-- YOUR TASK --
Within the records below is a range that opens at the line with "M1624,45L1647,60" and closes at the line with "M860,506L875,563L890,580L903,605L925,621L933,630". Return that range word for word, both ends included, and only that range.

-- RECORDS FOR THE EXERCISE --

Segment Open

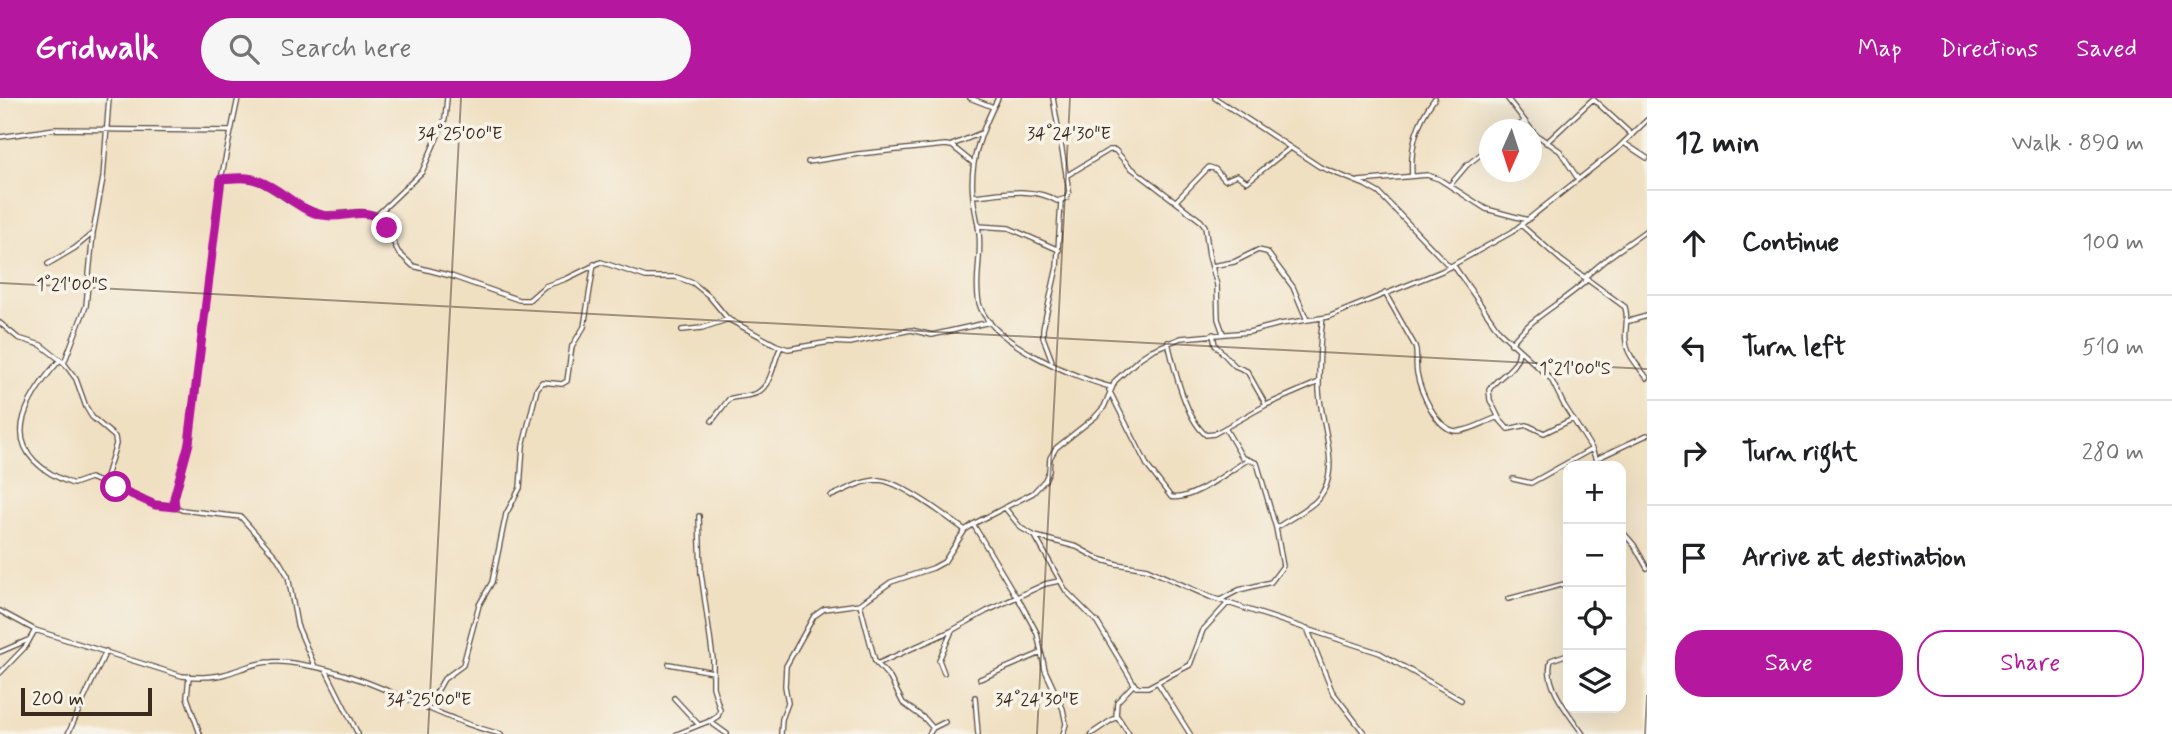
<!DOCTYPE html>
<meta charset="utf-8">
<style>
:root{--surface:#fff;--page:#f6f6f6;--text:#202124;--muted:#757577;--line:#e0e0e0;--accent:#b5179e}
body{margin:0;font-family:Mynerve,sans-serif;background:var(--page);color:var(--text)}
.controls{position:absolute;right:21px;bottom:21px;display:grid;overflow:hidden;border-radius:14px;box-shadow:0 7px 28px #0002}
.controls button{width:63px;height:63px;display:grid;place-items:center;padding:0;border:0;border-bottom:2px solid var(--line);background:var(--surface);color:var(--text);font:35px sans-serif}
.compass{position:absolute;left:1479px;top:21px;width:63px;height:63px;border-radius:50%;background:var(--surface);box-shadow:0 7px 28px #0002;rotate:183deg}
.scale{position:absolute;left:21px;bottom:18px;width:131px;box-sizing:border-box;padding-left:7px;border:4px solid #3b2a1e;border-top:0;font-size:19px;line-height:24px;white-space:nowrap;color:#3b2a1e;-webkit-text-stroke:5px #f7f3e8;paint-order:stroke}
.stop{position:absolute;width:21px;height:21px;margin:-16px;border:5px solid #b5179e;border-radius:50%;background:#fff}
.stop.end{background:#b5179e;border-color:#fff;box-shadow:0 2px 7px #0008}
.list{margin:0;padding:0;list-style:none}
h2{display:flex;justify-content:space-between;align-items:center;height:91px;margin:0;padding:0 28px;font-size:30px}
h2 small{font-size:23px;font-weight:400;color:var(--muted)}
.list li{display:grid;grid-template-columns:46px 1fr auto;gap:21px;align-items:center;box-sizing:border-box;height:105px;padding:0 28px;border-top:2px solid var(--line)}
.list b{display:block;font-size:26px;white-space:nowrap}
.list em{font-size:23px;font-style:normal;color:var(--muted)}
.actions{display:flex;gap:14px;padding:21px 28px}
.actions a{flex:1;padding:16px 0;border:2px solid var(--accent);border-radius:28px;text-align:center;font-size:24px;color:var(--accent)}
.actions .main{background:var(--accent);color:#fff}
.icon{flex:none;width:38px;height:38px;fill:none;stroke:currentColor;stroke-width:2;stroke-linecap:round;stroke-linejoin:round}
.map{position:relative;flex:none;width:1647px;height:636px;overflow:hidden}
header{display:flex;align-items:center;gap:42px;box-sizing:border-box;height:98px;padding:0 35px;background:var(--accent);color:#fff}
header strong{font-size:33px}
nav{display:flex;gap:38px;margin-inline-start:auto;font-size:24px}
.search{width:490px;height:63px;background:var(--page);display:flex;align-items:center;gap:18px;box-sizing:border-box;padding:0 24px;border-radius:38px;color:var(--muted);font-size:26px}
main{display:flex}
aside{flex:1;background:var(--surface)}
.map>svg:first-child{display:block}
</style>
<header>
<strong>Gridwalk</strong>
<div class="search"><svg class="icon" aria-label="search" viewBox="0 0 24 24"><circle cx="10" cy="10" r="6"/><path d="M15 15l6 6"/></svg>Search here</div>
<nav><a>Map</a><a>Directions</a><a>Saved</a></nav>
</header>
<main>
<div class="map">
<svg width="1647" height="636" viewBox="0 0 1647 636">
<rect width="100%" height="100%" fill="#f7f3e8"/>
<filter id="ink" filterUnits="userSpaceOnUse"><feTurbulence type="fractalNoise" baseFrequency=".0143" numOctaves="2"/><feDisplacementMap in="SourceGraphic" scale="14" xChannelSelector="R" yChannelSelector="G"/><feConvolveMatrix kernelMatrix="1 2 1 2 8 2 1 2 1" color-interpolation-filters="sRGB"/></filter>
<filter id="wash" filterUnits="userSpaceOnUse"><feTurbulence type="fractalNoise" baseFrequency=".00686" numOctaves="4" result="noise"/><feDisplacementMap in="SourceGraphic" scale="28" xChannelSelector="R" yChannelSelector="G"/><feGaussianBlur stdDeviation="1.57" result="paint"/><feColorMatrix in="noise" values="0 0 0 0 0 0 0 0 0 0 0 0 0 0 0 0 0 1.4 0 .05"/><feComposite in="paint" operator="in"/></filter>
<g filter="url(#wash)">
<rect width="100%" height="100%" fill="#f0e0c2"/>
</g>
<g filter="url(#ink)">
<g fill="none" stroke-linecap="round" stroke-linejoin="round">
<defs>
<path id="minor" d="M238,0L221,81L189,345L174,404L175,409L182,412L241,419L278,461L288,478L297,527L315,569
M970,0L993,9
M998,0C982,31 969,62 973,98C974,110 978,123 979,135C982,159 974,181 979,205C988,244 1076,280 1111,289
M1215,0L1320,69L1365,87L1379,95L1450,169
M1507,0L1535,36L1560,53L1578,81
M1593,1L1632,37
M1514,32L1524,23
M0,39L55,31L231,33
M1546,45L1593,1
M1624,45L1647,60
M952,47L981,35
M808,64L858,56L945,47L952,48L973,65
M1066,78L1109,52H1115L1130,69L1201,123L1205,128L1209,158L1217,187L1218,221L1223,235
M1412,78C1410,47 1417,24 1435,0
M221,81L245,80L259,83L292,104L322,117L360,114L377,117L387,130L398,154L413,168L451,178L519,202H529L545,188L566,181L601,164L646,179H676L693,185L709,198L728,221L776,247L788,251L830,244L850,245L911,232L932,237L990,224
M1359,83L1427,77L1439,81L1486,111L1528,122
M1450,87L1467,67L1490,49
M973,98C999,96 1034,88 1057,103L1067,100L1069,93L1053,0
M1176,103L1209,69L1215,71L1225,82L1237,77L1247,84L1290,50
M377,117L422,74L445,21L447,0
M1521,127L1562,163L1625,209C1629,222 1624,231 1626,244C1627,257 1640,270 1647,280
M978,128L1009,130L1059,152
M48,166L75,150L93,135
M1212,168L1234,164L1258,152L1267,154L1293,189L1307,222
M1454,168L1499,233L1551,281L1564,307L1592,351L1598,368
M1585,179L1609,159L1647,132
M1385,195L1415,248C1418,257 1415,265 1417,275C1420,292 1437,335 1459,333C1472,332 1484,324 1496,320L1500,322L1508,331L1527,327L1544,335L1573,321
M1629,223L1647,218
M0,225L18,240L41,247L64,265L76,281L86,309L92,319L115,339L116,346L104,385
M682,232L702,230L729,221
M1213,236L1215,247L1235,268L1247,273L1266,307
M1168,244C1174,269 1185,320 1206,337L1214,336L1266,307L1319,284
M1511,246C1532,218 1563,205 1588,181
M59,263C14,314 0,358 73,386L90,380L155,406L175,409
M1052,263L1043,239V231L1057,169L1061,103
M64,265L86,208L93,135L103,80L109,0
M1109,292L1148,369L1171,399C1190,404 1229,373 1246,363
M1500,322L1490,302L1489,292C1498,277 1518,272 1519,252
M712,323L729,301C738,298 748,299 757,295C773,286 773,263 781,249
M1596,361L1647,337
M1513,381L1531,385L1592,351
M831,398C846,392 862,382 879,382C900,383 947,419 965,432
M1005,410L1021,430L1035,438L1077,449L1099,461L1117,466L1147,471L1210,499L1380,555L1461,602
M973,426L1017,500
M1276,430C1286,423 1310,410 1317,402C1344,373 1320,326 1319,291C1319,268 1319,244 1323,220
M1621,432L1634,447L1647,470
M1035,438L1066,493L1097,524L1136,589H1148L1190,567L1203,532L1228,505
M1018,500L1037,535L1045,572L1063,611L1066,626L1063,636
M1508,501L1568,485
M1220,502L1239,492L1271,484L1283,468L1276,430L1257,365L1242,359L1225,330
M860,506L875,563L890,580L903,605L925,621L933,630
M0,513L35,532L182,578C196,579 211,580 225,576C240,572 255,564 271,564C282,563 293,565 304,567C373,577 433,620 501,636
M1307,530L1332,593L1365,636
M0,554L28,542
M1568,556L1551,562C1543,587 1570,617 1583,636
M669,566L713,574
M877,566L951,533L987,513L1045,486L1059,483
M326,572L358,636
M0,575L26,548L35,532
M944,575L939,562L951,535
M189,578L187,599L200,636
M980,581L1041,555
M1158,585L1190,636
M975,599L978,636
M674,600L699,627
M427,611L444,581L463,567L479,507L492,484L506,416L520,390L523,348L537,291L542,284L562,286L567,283L572,248L584,229L594,166
M1117,618L1129,636
M709,623L727,636
M68,636L106,553
M677,636L712,622L718,618L720,612L713,589V561L701,475L699,418
M781,636L782,621L788,605L785,588L786,568L814,518L824,511L860,506L891,484L933,470L944,464L965,432L977,424L1033,395L1045,382L1049,373L1050,360L1056,350L1095,319L1104,309L1115,283L1140,260L1152,252L1181,240L1249,234L1280,226L1328,219L1442,173L1512,134L1618,50L1647,22
M929,636L933,630L945,624
M1091,636L1116,619L1117,604L1134,586"/>
</defs>
<use href="#minor" stroke="#564537" stroke-width="6"/>
<use href="#minor" stroke="#fff" stroke-width="3.5"/>
</g>
</g>
<g fill="none" stroke-linecap="round" stroke-linejoin="round" filter="url(#ink)">
<path stroke="#b5179e" stroke-width="9" d="M116,389L155,407L175,409L174,400L189,345L221,81C234,80 247,78 259,83C282,91 297,112 322,117C345,123 371,103 387,130"/>
</g>
<path fill="none" stroke="#3b2a1e" stroke-width="2" stroke-opacity="0.45" d="M0,185L1647,271M428,636L461,0M1037,636L1070,0M1645,636L1647,597"/>
<g font-size="18" text-anchor="middle" fill="#3b2a1e" stroke="#f7f3e8" stroke-width="7" stroke-linejoin="round" paint-order="stroke">
<text x="460" y="41">34°25'00"E</text>
<text x="1069" y="41">34°24'30"E</text>
<text x="72" y="192">1°21'00"S</text>
<text x="1575" y="276">1°21'00"S</text>
<text x="429" y="607">34°25'00"E</text>
<text x="1037" y="607">34°24'30"E</text>
</g>
</svg>
<div class="controls">
<button>+</button>
<button>−</button>
<button><svg class="icon" aria-label="locate" viewBox="0 0 24 24"><circle cx="12" cy="12" r="6"/><path d="M12 2v4M12 18v4M2 12h4M18 12h4"/></svg></button>
<button><svg class="icon" aria-label="layers" viewBox="0 0 24 24"><path d="M12 4l9 5-9 5-9-5zM3 14l9 5 9-5"/></svg></button>
</div>
<svg class="compass" viewBox="-18 -18 36 36"><path d="M0-13l5 13h-10z" fill="#e53935"/><path d="M0 13l5-13h-10z" fill="#757577"/></svg>
<div class="scale">200 m</div>
<div class="stop" style="left:116px;top:389px"></div>
<div class="stop end" style="left:387px;top:130px"></div>
</div>
<aside>
<h2>12 min<small>Walk · 890 m</small></h2>
<ul class="list">
<li><svg class="icon" aria-label="ahead" viewBox="0 0 24 24"><path d="M12 20V5M6 11l6-6 6 6"/></svg><div><b>Continue</b></div><em>100 m</em></li>
<li><svg class="icon" aria-label="left" viewBox="0 0 24 24"><path d="M17 20v-9H6M10 6l-5 5 5 5"/></svg><div><b>Turn left</b></div><em>510 m</em></li>
<li><svg class="icon" aria-label="right" viewBox="0 0 24 24"><path d="M7 20v-9h11M14 6l5 5-5 5"/></svg><div><b>Turn right</b></div><em>280 m</em></li>
<li><svg class="icon" aria-label="arrive" viewBox="0 0 24 24"><path d="M6 21V4h12l-3 4 3 4H6"/></svg><div><b>Arrive at destination</b></div></li>
</ul>
<div class="actions"><a class="main">Save</a><a>Share</a></div>
</aside>
</main>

Segment Closed

-- SOLUTION TO THIS TASK --
M1624,45L1647,60
M952,47L981,35
M808,64L858,56L945,47L952,48L973,65
M1066,78L1109,52H1115L1130,69L1201,123L1205,128L1209,158L1217,187L1218,221L1223,235
M1412,78C1410,47 1417,24 1435,0
M221,81L245,80L259,83L292,104L322,117L360,114L377,117L387,130L398,154L413,168L451,178L519,202H529L545,188L566,181L601,164L646,179H676L693,185L709,198L728,221L776,247L788,251L830,244L850,245L911,232L932,237L990,224
M1359,83L1427,77L1439,81L1486,111L1528,122
M1450,87L1467,67L1490,49
M973,98C999,96 1034,88 1057,103L1067,100L1069,93L1053,0
M1176,103L1209,69L1215,71L1225,82L1237,77L1247,84L1290,50
M377,117L422,74L445,21L447,0
M1521,127L1562,163L1625,209C1629,222 1624,231 1626,244C1627,257 1640,270 1647,280
M978,128L1009,130L1059,152
M48,166L75,150L93,135
M1212,168L1234,164L1258,152L1267,154L1293,189L1307,222
M1454,168L1499,233L1551,281L1564,307L1592,351L1598,368
M1585,179L1609,159L1647,132
M1385,195L1415,248C1418,257 1415,265 1417,275C1420,292 1437,335 1459,333C1472,332 1484,324 1496,320L1500,322L1508,331L1527,327L1544,335L1573,321
M1629,223L1647,218
M0,225L18,240L41,247L64,265L76,281L86,309L92,319L115,339L116,346L104,385
M682,232L702,230L729,221
M1213,236L1215,247L1235,268L1247,273L1266,307
M1168,244C1174,269 1185,320 1206,337L1214,336L1266,307L1319,284
M1511,246C1532,218 1563,205 1588,181
M59,263C14,314 0,358 73,386L90,380L155,406L175,409
M1052,263L1043,239V231L1057,169L1061,103
M64,265L86,208L93,135L103,80L109,0
M1109,292L1148,369L1171,399C1190,404 1229,373 1246,363
M1500,322L1490,302L1489,292C1498,277 1518,272 1519,252
M712,323L729,301C738,298 748,299 757,295C773,286 773,263 781,249
M1596,361L1647,337
M1513,381L1531,385L1592,351
M831,398C846,392 862,382 879,382C900,383 947,419 965,432
M1005,410L1021,430L1035,438L1077,449L1099,461L1117,466L1147,471L1210,499L1380,555L1461,602
M973,426L1017,500
M1276,430C1286,423 1310,410 1317,402C1344,373 1320,326 1319,291C1319,268 1319,244 1323,220
M1621,432L1634,447L1647,470
M1035,438L1066,493L1097,524L1136,589H1148L1190,567L1203,532L1228,505
M1018,500L1037,535L1045,572L1063,611L1066,626L1063,636
M1508,501L1568,485
M1220,502L1239,492L1271,484L1283,468L1276,430L1257,365L1242,359L1225,330
M860,506L875,563L890,580L903,605L925,621L933,630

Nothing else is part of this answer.